*What you should do*: Write out the records below once more, exactly as they stand.

╭─ Exercise data

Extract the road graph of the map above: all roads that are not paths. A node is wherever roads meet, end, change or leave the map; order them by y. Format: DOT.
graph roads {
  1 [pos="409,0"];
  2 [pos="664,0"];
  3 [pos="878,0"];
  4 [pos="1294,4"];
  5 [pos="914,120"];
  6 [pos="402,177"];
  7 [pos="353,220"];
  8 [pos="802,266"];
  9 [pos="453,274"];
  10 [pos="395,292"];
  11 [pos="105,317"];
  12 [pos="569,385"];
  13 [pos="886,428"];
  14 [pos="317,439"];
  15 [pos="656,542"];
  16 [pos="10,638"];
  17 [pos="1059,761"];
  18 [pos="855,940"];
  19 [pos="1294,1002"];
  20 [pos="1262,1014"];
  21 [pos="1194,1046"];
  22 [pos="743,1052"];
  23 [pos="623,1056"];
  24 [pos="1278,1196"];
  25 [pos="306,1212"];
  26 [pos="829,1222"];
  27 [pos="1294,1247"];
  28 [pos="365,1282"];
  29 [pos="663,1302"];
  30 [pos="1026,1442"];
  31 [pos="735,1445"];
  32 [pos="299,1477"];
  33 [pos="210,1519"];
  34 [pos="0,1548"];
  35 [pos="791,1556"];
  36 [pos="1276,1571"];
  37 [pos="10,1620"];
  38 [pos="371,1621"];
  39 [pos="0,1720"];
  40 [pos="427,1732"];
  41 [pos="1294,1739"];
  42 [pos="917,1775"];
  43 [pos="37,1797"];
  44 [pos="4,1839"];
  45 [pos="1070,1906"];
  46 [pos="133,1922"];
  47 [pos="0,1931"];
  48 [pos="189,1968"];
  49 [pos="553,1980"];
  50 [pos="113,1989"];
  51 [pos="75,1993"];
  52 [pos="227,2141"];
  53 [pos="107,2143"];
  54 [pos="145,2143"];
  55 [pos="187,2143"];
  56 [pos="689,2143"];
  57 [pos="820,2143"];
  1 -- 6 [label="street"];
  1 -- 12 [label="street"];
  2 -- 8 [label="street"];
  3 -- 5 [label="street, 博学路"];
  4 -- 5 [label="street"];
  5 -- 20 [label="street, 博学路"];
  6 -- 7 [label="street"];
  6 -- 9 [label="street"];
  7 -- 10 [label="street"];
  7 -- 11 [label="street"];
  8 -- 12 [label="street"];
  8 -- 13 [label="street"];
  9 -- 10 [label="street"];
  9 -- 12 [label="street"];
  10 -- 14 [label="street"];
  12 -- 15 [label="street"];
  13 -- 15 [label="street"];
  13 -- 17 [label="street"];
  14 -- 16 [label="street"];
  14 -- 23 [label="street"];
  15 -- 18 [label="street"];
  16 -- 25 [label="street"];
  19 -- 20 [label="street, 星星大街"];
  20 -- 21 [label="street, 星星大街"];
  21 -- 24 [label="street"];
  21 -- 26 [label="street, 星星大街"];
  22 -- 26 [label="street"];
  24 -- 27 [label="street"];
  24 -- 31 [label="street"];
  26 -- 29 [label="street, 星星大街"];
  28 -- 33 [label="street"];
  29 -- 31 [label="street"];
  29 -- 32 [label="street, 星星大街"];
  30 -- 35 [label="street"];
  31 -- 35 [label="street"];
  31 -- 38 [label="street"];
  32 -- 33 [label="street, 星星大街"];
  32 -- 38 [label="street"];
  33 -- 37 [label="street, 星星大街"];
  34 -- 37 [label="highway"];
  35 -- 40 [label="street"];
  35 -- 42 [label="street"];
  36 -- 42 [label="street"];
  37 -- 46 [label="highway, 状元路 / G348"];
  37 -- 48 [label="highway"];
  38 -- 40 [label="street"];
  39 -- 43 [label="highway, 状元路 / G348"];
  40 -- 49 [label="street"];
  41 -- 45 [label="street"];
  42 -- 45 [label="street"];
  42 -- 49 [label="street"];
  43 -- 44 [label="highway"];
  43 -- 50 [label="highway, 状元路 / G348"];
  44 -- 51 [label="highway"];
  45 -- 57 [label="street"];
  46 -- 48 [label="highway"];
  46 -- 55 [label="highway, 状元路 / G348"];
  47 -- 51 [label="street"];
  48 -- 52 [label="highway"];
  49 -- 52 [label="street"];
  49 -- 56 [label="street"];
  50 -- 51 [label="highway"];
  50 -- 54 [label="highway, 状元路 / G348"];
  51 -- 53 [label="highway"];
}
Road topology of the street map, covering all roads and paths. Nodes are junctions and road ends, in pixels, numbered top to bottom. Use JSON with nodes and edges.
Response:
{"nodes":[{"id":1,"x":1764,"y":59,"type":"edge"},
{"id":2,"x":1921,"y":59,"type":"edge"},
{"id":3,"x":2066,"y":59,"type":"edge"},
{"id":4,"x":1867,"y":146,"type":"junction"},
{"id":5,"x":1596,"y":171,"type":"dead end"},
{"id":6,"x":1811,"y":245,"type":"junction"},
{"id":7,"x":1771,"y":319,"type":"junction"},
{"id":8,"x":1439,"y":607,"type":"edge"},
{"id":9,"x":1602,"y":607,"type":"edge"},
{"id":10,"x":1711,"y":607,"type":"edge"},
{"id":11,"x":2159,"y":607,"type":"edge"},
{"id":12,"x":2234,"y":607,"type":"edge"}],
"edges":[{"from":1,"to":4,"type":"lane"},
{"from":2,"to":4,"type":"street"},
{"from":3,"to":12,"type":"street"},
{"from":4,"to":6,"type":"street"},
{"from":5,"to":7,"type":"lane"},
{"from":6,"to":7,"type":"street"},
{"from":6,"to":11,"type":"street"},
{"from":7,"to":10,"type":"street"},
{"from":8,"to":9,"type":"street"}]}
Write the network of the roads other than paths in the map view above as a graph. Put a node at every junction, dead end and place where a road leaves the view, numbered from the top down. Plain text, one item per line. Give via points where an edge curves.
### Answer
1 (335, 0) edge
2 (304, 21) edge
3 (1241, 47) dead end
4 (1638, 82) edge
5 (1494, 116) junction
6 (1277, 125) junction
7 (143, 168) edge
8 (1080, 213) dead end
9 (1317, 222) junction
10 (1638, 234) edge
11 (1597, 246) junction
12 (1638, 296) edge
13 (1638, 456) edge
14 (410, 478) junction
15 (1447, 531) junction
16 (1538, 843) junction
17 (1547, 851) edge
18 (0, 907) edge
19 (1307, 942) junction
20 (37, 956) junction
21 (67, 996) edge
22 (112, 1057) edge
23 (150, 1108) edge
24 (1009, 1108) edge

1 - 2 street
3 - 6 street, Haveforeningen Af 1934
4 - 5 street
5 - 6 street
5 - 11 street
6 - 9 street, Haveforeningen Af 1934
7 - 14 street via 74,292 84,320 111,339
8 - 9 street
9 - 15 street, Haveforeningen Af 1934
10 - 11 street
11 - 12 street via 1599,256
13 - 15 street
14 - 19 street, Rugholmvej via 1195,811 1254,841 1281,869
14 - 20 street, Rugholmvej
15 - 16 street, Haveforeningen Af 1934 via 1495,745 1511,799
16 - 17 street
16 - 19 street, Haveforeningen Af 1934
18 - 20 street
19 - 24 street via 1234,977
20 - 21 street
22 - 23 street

╰─

*Response area*:
Extract the road graph of the map above: all roads that are not paths. A node is wherever roads meet, end, change or leave the map; order them by y. Format: DOT.
graph roads {
  1 [pos="409,0"];
  2 [pos="664,0"];
  3 [pos="878,0"];
  4 [pos="1294,4"];
  5 [pos="914,120"];
  6 [pos="402,177"];
  7 [pos="353,220"];
  8 [pos="802,266"];
  9 [pos="453,274"];
  10 [pos="395,292"];
  11 [pos="105,317"];
  12 [pos="569,385"];
  13 [pos="886,428"];
  14 [pos="317,439"];
  15 [pos="656,542"];
  16 [pos="10,638"];
  17 [pos="1059,761"];
  18 [pos="855,940"];
  19 [pos="1294,1002"];
  20 [pos="1262,1014"];
  21 [pos="1194,1046"];
  22 [pos="743,1052"];
  23 [pos="623,1056"];
  24 [pos="1278,1196"];
  25 [pos="306,1212"];
  26 [pos="829,1222"];
  27 [pos="1294,1247"];
  28 [pos="365,1282"];
  29 [pos="663,1302"];
  30 [pos="1026,1442"];
  31 [pos="735,1445"];
  32 [pos="299,1477"];
  33 [pos="210,1519"];
  34 [pos="0,1548"];
  35 [pos="791,1556"];
  36 [pos="1276,1571"];
  37 [pos="10,1620"];
  38 [pos="371,1621"];
  39 [pos="0,1720"];
  40 [pos="427,1732"];
  41 [pos="1294,1739"];
  42 [pos="917,1775"];
  43 [pos="37,1797"];
  44 [pos="4,1839"];
  45 [pos="1070,1906"];
  46 [pos="133,1922"];
  47 [pos="0,1931"];
  48 [pos="189,1968"];
  49 [pos="553,1980"];
  50 [pos="113,1989"];
  51 [pos="75,1993"];
  52 [pos="227,2141"];
  53 [pos="107,2143"];
  54 [pos="145,2143"];
  55 [pos="187,2143"];
  56 [pos="689,2143"];
  57 [pos="820,2143"];
  1 -- 6 [label="street"];
  1 -- 12 [label="street"];
  2 -- 8 [label="street"];
  3 -- 5 [label="street, 博学路"];
  4 -- 5 [label="street"];
  5 -- 20 [label="street, 博学路"];
  6 -- 7 [label="street"];
  6 -- 9 [label="street"];
  7 -- 10 [label="street"];
  7 -- 11 [label="street"];
  8 -- 12 [label="street"];
  8 -- 13 [label="street"];
  9 -- 10 [label="street"];
  9 -- 12 [label="street"];
  10 -- 14 [label="street"];
  12 -- 15 [label="street"];
  13 -- 15 [label="street"];
  13 -- 17 [label="street"];
  14 -- 16 [label="street"];
  14 -- 23 [label="street"];
  15 -- 18 [label="street"];
  16 -- 25 [label="street"];
  19 -- 20 [label="street, 星星大街"];
  20 -- 21 [label="street, 星星大街"];
  21 -- 24 [label="street"];
  21 -- 26 [label="street, 星星大街"];
  22 -- 26 [label="street"];
  24 -- 27 [label="street"];
  24 -- 31 [label="street"];
  26 -- 29 [label="street, 星星大街"];
  28 -- 33 [label="street"];
  29 -- 31 [label="street"];
  29 -- 32 [label="street, 星星大街"];
  30 -- 35 [label="street"];
  31 -- 35 [label="street"];
  31 -- 38 [label="street"];
  32 -- 33 [label="street, 星星大街"];
  32 -- 38 [label="street"];
  33 -- 37 [label="street, 星星大街"];
  34 -- 37 [label="highway"];
  35 -- 40 [label="street"];
  35 -- 42 [label="street"];
  36 -- 42 [label="street"];
  37 -- 46 [label="highway, 状元路 / G348"];
  37 -- 48 [label="highway"];
  38 -- 40 [label="street"];
  39 -- 43 [label="highway, 状元路 / G348"];
  40 -- 49 [label="street"];
  41 -- 45 [label="street"];
  42 -- 45 [label="street"];
  42 -- 49 [label="street"];
  43 -- 44 [label="highway"];
  43 -- 50 [label="highway, 状元路 / G348"];
  44 -- 51 [label="highway"];
  45 -- 57 [label="street"];
  46 -- 48 [label="highway"];
  46 -- 55 [label="highway, 状元路 / G348"];
  47 -- 51 [label="street"];
  48 -- 52 [label="highway"];
  49 -- 52 [label="street"];
  49 -- 56 [label="street"];
  50 -- 51 [label="highway"];
  50 -- 54 [label="highway, 状元路 / G348"];
  51 -- 53 [label="highway"];
}
Road topology of the street map, covering all roads and paths. Nodes are junctions and road ends, in pixels, numbered top to bottom. Use JSON with nodes and edges.
Response:
{"nodes":[{"id":1,"x":1764,"y":59,"type":"edge"},
{"id":2,"x":1921,"y":59,"type":"edge"},
{"id":3,"x":2066,"y":59,"type":"edge"},
{"id":4,"x":1867,"y":146,"type":"junction"},
{"id":5,"x":1596,"y":171,"type":"dead end"},
{"id":6,"x":1811,"y":245,"type":"junction"},
{"id":7,"x":1771,"y":319,"type":"junction"},
{"id":8,"x":1439,"y":607,"type":"edge"},
{"id":9,"x":1602,"y":607,"type":"edge"},
{"id":10,"x":1711,"y":607,"type":"edge"},
{"id":11,"x":2159,"y":607,"type":"edge"},
{"id":12,"x":2234,"y":607,"type":"edge"}],
"edges":[{"from":1,"to":4,"type":"lane"},
{"from":2,"to":4,"type":"street"},
{"from":3,"to":12,"type":"street"},
{"from":4,"to":6,"type":"street"},
{"from":5,"to":7,"type":"lane"},
{"from":6,"to":7,"type":"street"},
{"from":6,"to":11,"type":"street"},
{"from":7,"to":10,"type":"street"},
{"from":8,"to":9,"type":"street"}]}
Write the network of the roads other than paths in the map view above as a graph. Put a node at every junction, dead end and place where a road leaves the view, numbered from the top down. Plain text, one item per line. Give via points where an edge curves.
### Answer
1 (335, 0) edge
2 (304, 21) edge
3 (1241, 47) dead end
4 (1638, 82) edge
5 (1494, 116) junction
6 (1277, 125) junction
7 (143, 168) edge
8 (1080, 213) dead end
9 (1317, 222) junction
10 (1638, 234) edge
11 (1597, 246) junction
12 (1638, 296) edge
13 (1638, 456) edge
14 (410, 478) junction
15 (1447, 531) junction
16 (1538, 843) junction
17 (1547, 851) edge
18 (0, 907) edge
19 (1307, 942) junction
20 (37, 956) junction
21 (67, 996) edge
22 (112, 1057) edge
23 (150, 1108) edge
24 (1009, 1108) edge

1 - 2 street
3 - 6 street, Haveforeningen Af 1934
4 - 5 street
5 - 6 street
5 - 11 street
6 - 9 street, Haveforeningen Af 1934
7 - 14 street via 74,292 84,320 111,339
8 - 9 street
9 - 15 street, Haveforeningen Af 1934
10 - 11 street
11 - 12 street via 1599,256
13 - 15 street
14 - 19 street, Rugholmvej via 1195,811 1254,841 1281,869
14 - 20 street, Rugholmvej
15 - 16 street, Haveforeningen Af 1934 via 1495,745 1511,799
16 - 17 street
16 - 19 street, Haveforeningen Af 1934
18 - 20 street
19 - 24 street via 1234,977
20 - 21 street
22 - 23 street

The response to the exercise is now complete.